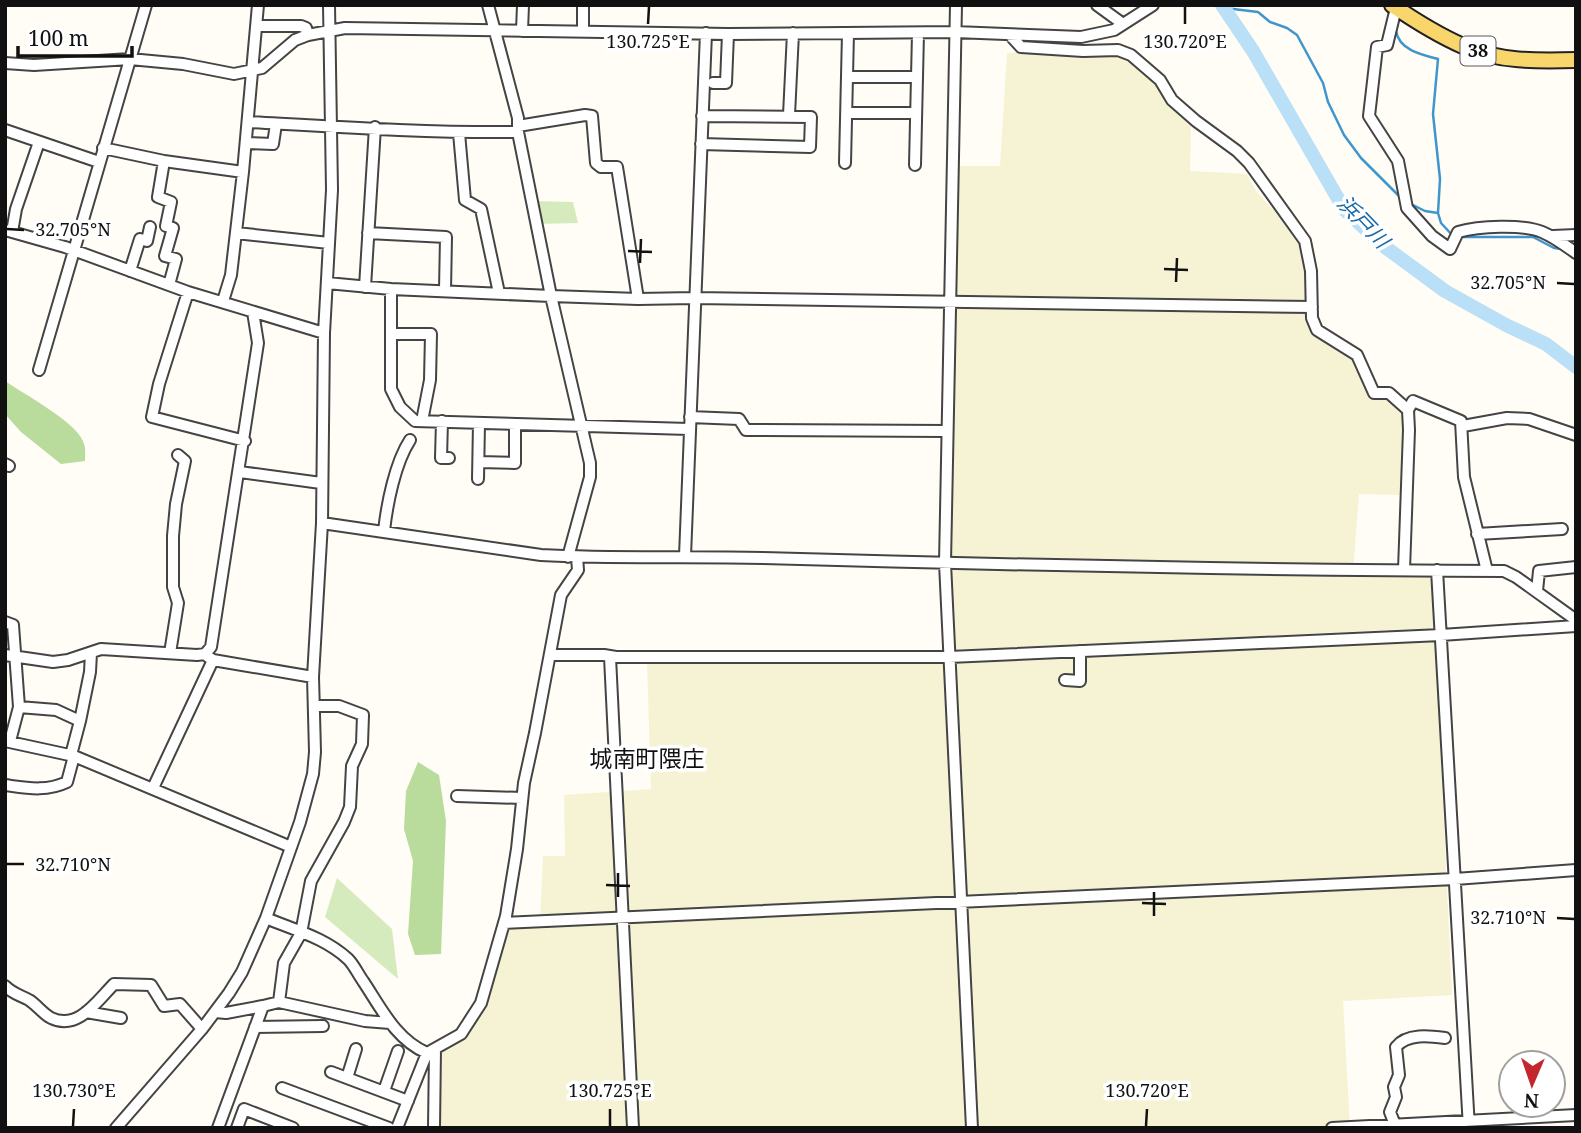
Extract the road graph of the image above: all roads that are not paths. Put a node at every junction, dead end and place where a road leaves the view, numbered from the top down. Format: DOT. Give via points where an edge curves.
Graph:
graph roads {
  1 [pos="146,5"];
  2 [pos="258,5"];
  3 [pos="329,5"];
  4 [pos="488,5"];
  5 [pos="523,5"];
  6 [pos="583,5"];
  7 [pos="956,5"];
  8 [pos="1097,5"];
  9 [pos="1153,5"];
  10 [pos="1394,7"];
  11 [pos="1125,22"];
  12 [pos="257,26"];
  13 [pos="330,30"];
  14 [pos="494,30"];
  15 [pos="522,31"];
  16 [pos="583,32"];
  17 [pos="955,32"];
  18 [pos="706,33"];
  19 [pos="793,33"];
  20 [pos="848,33"];
  21 [pos="918,33"];
  22 [pos="728,34"];
  23 [pos="308,35"];
  24 [pos="1010,35"];
  25 [pos="130,59"];
  26 [pos="1576,60"];
  27 [pos="5,63"];
  28 [pos="253,70"];
  29 [pos="847,77"];
  30 [pos="917,77"];
  31 [pos="713,83"];
  32 [pos="846,113"];
  33 [pos="916,113"];
  34 [pos="789,115"];
  35 [pos="702,116"];
  36 [pos="248,122"];
  37 [pos="276,124"];
  38 [pos="332,127"];
  39 [pos="374,127"];
  40 [pos="518,129"];
  41 [pos="5,130"];
  42 [pos="459,133"];
  43 [pos="39,142"];
  44 [pos="246,143"];
  45 [pos="701,144"];
  46 [pos="103,148"];
  47 [pos="164,161"];
  48 [pos="99,162"];
  49 [pos="845,163"];
  50 [pos="915,165"];
  51 [pos="243,172"];
  52 [pos="150,227"];
  53 [pos="9,231"];
  54 [pos="236,233"];
  55 [pos="368,233"];
  56 [pos="1576,235"];
  57 [pos="1550,237"];
  58 [pos="329,243"];
  59 [pos="72,251"];
  60 [pos="1576,253"];
  61 [pos="130,271"];
  62 [pos="327,283"];
  63 [pos="169,285"];
  64 [pos="365,286"];
  65 [pos="391,289"];
  66 [pos="445,290"];
  67 [pos="188,292"];
  68 [pos="499,293"];
  69 [pos="551,296"];
  70 [pos="694,298"];
  71 [pos="638,299"];
  72 [pos="223,301"];
  73 [pos="950,302"];
  74 [pos="1312,307"];
  75 [pos="253,312"];
  76 [pos="324,333"];
  77 [pos="391,334"];
  78 [pos="38,370"];
  79 [pos="1408,410"];
  80 [pos="690,417"];
  81 [pos="422,421"];
  82 [pos="442,421"];
  83 [pos="479,422"];
  84 [pos="516,424"];
  85 [pos="581,425"];
  86 [pos="1463,426"];
  87 [pos="688,429"];
  88 [pos="946,431"];
  89 [pos="1576,435"];
  90 [pos="410,440"];
  91 [pos="244,441"];
  92 [pos="178,455"];
  93 [pos="449,458"];
  94 [pos="478,462"];
  95 [pos="240,472"];
  96 [pos="478,479"];
  97 [pos="321,483"];
  98 [pos="322,523"];
  99 [pos="1562,529"];
  100 [pos="384,531"];
  101 [pos="1477,534"];
  102 [pos="685,556"];
  103 [pos="572,557"];
  104 [pos="945,563"];
  105 [pos="1576,567"];
  106 [pos="1404,570"];
  107 [pos="1437,570"];
  108 [pos="1487,571"];
  109 [pos="1537,592"];
  110 [pos="1576,620"];
  111 [pos="5,622"];
  112 [pos="1576,626"];
  113 [pos="1441,635"];
  114 [pos="1080,651"];
  115 [pos="90,653"];
  116 [pos="170,653"];
  117 [pos="550,655"];
  118 [pos="10,656"];
  119 [pos="209,657"];
  120 [pos="610,657"];
  121 [pos="949,657"];
  122 [pos="313,677"];
  123 [pos="1065,681"];
  124 [pos="314,706"];
  125 [pos="19,707"];
  126 [pos="79,722"];
  127 [pos="8,741"];
  128 [pos="72,755"];
  129 [pos="5,785"];
  130 [pos="153,788"];
  131 [pos="457,796"];
  132 [pos="522,798"];
  133 [pos="291,847"];
  134 [pos="1576,870"];
  135 [pos="1455,879"];
  136 [pos="961,902"];
  137 [pos="265,918"];
  138 [pos="623,918"];
  139 [pos="504,923"];
  140 [pos="301,933"];
  141 [pos="5,986"];
  142 [pos="279,1002"];
  143 [pos="295,1005"];
  144 [pos="263,1006"];
  145 [pos="86,1012"];
  146 [pos="215,1012"];
  147 [pos="121,1018"];
  148 [pos="390,1023"];
  149 [pos="323,1026"];
  150 [pos="255,1027"];
  151 [pos="295,1027"];
  152 [pos="202,1029"];
  153 [pos="1445,1038"];
  154 [pos="356,1049"];
  155 [pos="398,1051"];
  156 [pos="431,1051"];
  157 [pos="331,1072"];
  158 [pos="347,1078"];
  159 [pos="282,1088"];
  160 [pos="384,1091"];
  161 [pos="408,1101"];
  162 [pos="1576,1115"];
  163 [pos="1469,1124"];
  164 [pos="1395,1125"];
  165 [pos="116,1128"];
  166 [pos="218,1128"];
  167 [pos="237,1128"];
  168 [pos="293,1128"];
  169 [pos="389,1128"];
  170 [pos="397,1128"];
  171 [pos="434,1128"];
  172 [pos="633,1128"];
  173 [pos="972,1128"];
  174 [pos="1332,1128"];
  1 -- 25 [label="street"];
  2 -- 12 [label="street"];
  3 -- 13 [label="street"];
  4 -- 14 [label="street"];
  5 -- 15 [label="street"];
  6 -- 16 [label="street"];
  7 -- 17 [label="street"];
  8 -- 11 [label="street"];
  9 -- 11 [label="street"];
  10 -- 26 [label="main road, 38" via="1464,47 1523,60"];
  10 -- 57 [label="street" via="1387,45 1377,47 1369,116 1398,161 1407,208 1450,249 1458,232 1472,228 1525,229"];
  11 -- 24 [label="street" via="1093,36"];
  12 -- 23 [label="street" via="301,26"];
  12 -- 28 [label="street"];
  13 -- 14 [label="street"];
  13 -- 23 [label="street"];
  13 -- 38 [label="street"];
  14 -- 15 [label="street"];
  14 -- 40 [label="street"];
  15 -- 16 [label="street"];
  16 -- 18 [label="street"];
  17 -- 21 [label="street"];
  17 -- 24 [label="street"];
  17 -- 73 [label="street"];
  18 -- 22 [label="street"];
  18 -- 35 [label="street"];
  19 -- 20 [label="street"];
  19 -- 22 [label="street"];
  19 -- 34 [label="street"];
  20 -- 21 [label="street"];
  20 -- 29 [label="street"];
  21 -- 30 [label="street"];
  22 -- 31 [label="street" via="726,83"];
  23 -- 28 [label="street"];
  24 -- 74 [label="street" via="1021,47 1118,50 1145,65 1172,100 1237,150 1296,226 1309,254"];
  25 -- 27 [label="street"];
  25 -- 28 [label="street" via="234,74"];
  25 -- 46 [label="street"];
  28 -- 36 [label="street"];
  29 -- 30 [label="street"];
  29 -- 32 [label="street"];
  30 -- 33 [label="street"];
  32 -- 33 [label="street"];
  32 -- 49 [label="street"];
  33 -- 50 [label="street"];
  34 -- 35 [label="street"];
  34 -- 45 [label="street" via="811,117 810,147"];
  35 -- 45 [label="street"];
  36 -- 37 [label="street"];
  36 -- 44 [label="street"];
  37 -- 38 [label="street"];
  37 -- 44 [label="street" via="273,144"];
  38 -- 39 [label="street"];
  38 -- 58 [label="street"];
  39 -- 42 [label="street"];
  39 -- 55 [label="street"];
  40 -- 42 [label="street"];
  40 -- 69 [label="street"];
  40 -- 71 [label="street" via="592,116 597,163 617,167"];
  41 -- 43 [label="street"];
  42 -- 68 [label="street" via="465,200 481,209"];
  43 -- 48 [label="street"];
  43 -- 53 [label="street"];
  44 -- 51 [label="street"];
  45 -- 70 [label="street"];
  46 -- 47 [label="street"];
  46 -- 48 [label="street"];
  47 -- 51 [label="street"];
  47 -- 63 [label="street" via="158,197 171,202 166,226 173,228 165,256 176,259"];
  48 -- 59 [label="street"];
  51 -- 54 [label="street"];
  52 -- 61 [label="street" via="147,241 140,239"];
  53 -- 59 [label="street"];
  54 -- 58 [label="street"];
  54 -- 72 [label="street"];
  55 -- 64 [label="street"];
  55 -- 66 [label="street" via="446,237"];
  56 -- 57 [label="street"];
  57 -- 60 [label="street"];
  58 -- 62 [label="street"];
  59 -- 61 [label="street"];
  59 -- 78 [label="street"];
  61 -- 63 [label="street"];
  62 -- 64 [label="street"];
  62 -- 76 [label="street"];
  63 -- 67 [label="street"];
  64 -- 65 [label="street"];
  65 -- 66 [label="street"];
  65 -- 77 [label="street"];
  66 -- 68 [label="street"];
  67 -- 72 [label="street"];
  67 -- 91 [label="street" via="152,416"];
  68 -- 69 [label="street"];
  69 -- 71 [label="street"];
  69 -- 85 [label="street"];
  70 -- 71 [label="street"];
  70 -- 73 [label="street"];
  70 -- 80 [label="street"];
  72 -- 75 [label="street"];
  73 -- 74 [label="street"];
  73 -- 88 [label="street"];
  74 -- 79 [label="street" via="1317,330 1357,355 1374,393 1389,393"];
  75 -- 76 [label="street"];
  75 -- 91 [label="street" via="258,343"];
  76 -- 97 [label="street"];
  77 -- 81 [label="street" via="391,390 400,407 415,421"];
  77 -- 81 [label="street" via="431,334 430,380"];
  79 -- 86 [label="street" via="1413,401 1456,418"];
  79 -- 106 [label="street"];
  80 -- 87 [label="street"];
  80 -- 88 [label="street" via="739,419 746,430"];
  81 -- 82 [label="street"];
  82 -- 83 [label="street"];
  82 -- 93 [label="street" via="441,458"];
  83 -- 84 [label="street"];
  83 -- 94 [label="street"];
  84 -- 85 [label="street"];
  84 -- 94 [label="street" via="515,463"];
  85 -- 87 [label="street"];
  85 -- 103 [label="street" via="590,477"];
  86 -- 89 [label="street" via="1529,419"];
  86 -- 101 [label="street" via="1463,469"];
  87 -- 102 [label="street"];
  88 -- 104 [label="street"];
  90 -- 100 [label="street" via="402,452"];
  91 -- 95 [label="street"];
  92 -- 116 [label="street" via="185,460 173,536 173,587 178,603"];
  94 -- 96 [label="street"];
  95 -- 97 [label="street"];
  95 -- 119 [label="street"];
  97 -- 98 [label="street"];
  98 -- 100 [label="street"];
  98 -- 122 [label="street"];
  99 -- 101 [label="street"];
  100 -- 103 [label="street"];
  101 -- 108 [label="street"];
  102 -- 103 [label="street"];
  102 -- 104 [label="street"];
  103 -- 117 [label="street" via="578,570 561,595"];
  104 -- 106 [label="street"];
  104 -- 121 [label="street"];
  105 -- 109 [label="street" via="1539,571"];
  106 -- 107 [label="street"];
  107 -- 108 [label="street"];
  107 -- 113 [label="street"];
  108 -- 109 [label="street" via="1504,571"];
  109 -- 110 [label="street"];
  111 -- 118 [label="street" via="13,625"];
  112 -- 113 [label="street"];
  113 -- 114 [label="street"];
  113 -- 135 [label="street"];
  114 -- 121 [label="street"];
  114 -- 123 [label="street" via="1080,681"];
  115 -- 116 [label="street" via="101,649"];
  115 -- 118 [label="street" via="53,662"];
  115 -- 126 [label="street"];
  116 -- 119 [label="street"];
  117 -- 120 [label="street"];
  117 -- 132 [label="street"];
  118 -- 125 [label="street"];
  119 -- 122 [label="street"];
  119 -- 130 [label="street"];
  120 -- 121 [label="street"];
  120 -- 138 [label="street"];
  121 -- 136 [label="street"];
  122 -- 124 [label="street"];
  124 -- 133 [label="street" via="313,774"];
  124 -- 140 [label="street" via="339,706 363,715 362,744 352,766 350,807 312,881"];
  125 -- 126 [label="street" via="56,710"];
  125 -- 127 [label="street"];
  126 -- 128 [label="street"];
  127 -- 128 [label="street"];
  128 -- 129 [label="street" via="67,782 59,786"];
  128 -- 130 [label="street"];
  130 -- 133 [label="street"];
  131 -- 132 [label="street"];
  132 -- 139 [label="street"];
  133 -- 137 [label="street"];
  134 -- 135 [label="street"];
  135 -- 136 [label="street"];
  135 -- 163 [label="street"];
  136 -- 138 [label="street"];
  136 -- 173 [label="street"];
  137 -- 140 [label="street"];
  137 -- 146 [label="street" via="242,972"];
  138 -- 139 [label="street"];
  138 -- 172 [label="street"];
  139 -- 156 [label="street" via="481,1003 461,1034"];
  140 -- 142 [label="street" via="284,963"];
  140 -- 148 [label="street" via="317,937 349,960"];
  141 -- 145 [label="street" via="53,1019 68,1022"];
  142 -- 143 [label="street"];
  142 -- 144 [label="street"];
  143 -- 148 [label="street"];
  143 -- 151 [label="street"];
  144 -- 146 [label="street"];
  144 -- 150 [label="street"];
  145 -- 147 [label="street"];
  145 -- 152 [label="street" via="114,984 149,985 164,1006 180,1004"];
  146 -- 152 [label="street"];
  148 -- 156 [label="street" via="408,1043"];
  149 -- 151 [label="street"];
  150 -- 151 [label="street"];
  150 -- 166 [label="street"];
  152 -- 165 [label="street"];
  153 -- 164 [label="street" via="1414,1037 1396,1047 1399,1075 1390,1112"];
  154 -- 158 [label="street"];
  155 -- 160 [label="street"];
  156 -- 161 [label="street"];
  156 -- 171 [label="street"];
  157 -- 158 [label="street"];
  158 -- 160 [label="street"];
  159 -- 169 [label="street"];
  160 -- 161 [label="street"];
  161 -- 170 [label="street"];
  162 -- 163 [label="street"];
  163 -- 164 [label="street"];
  164 -- 174 [label="street"];
  167 -- 168 [label="street" via="244,1109"];
}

# Your assignment
Whenever a line in the material above holds the string "roads", copy that line in full.

# Result of the exercise
Extract the road graph of the image above: all roads that are not paths. Put a node at every junction, dead end and place where a road leaves the view, numbered from the top down. Format: DOT. Give via points where an edge curves.
graph roads {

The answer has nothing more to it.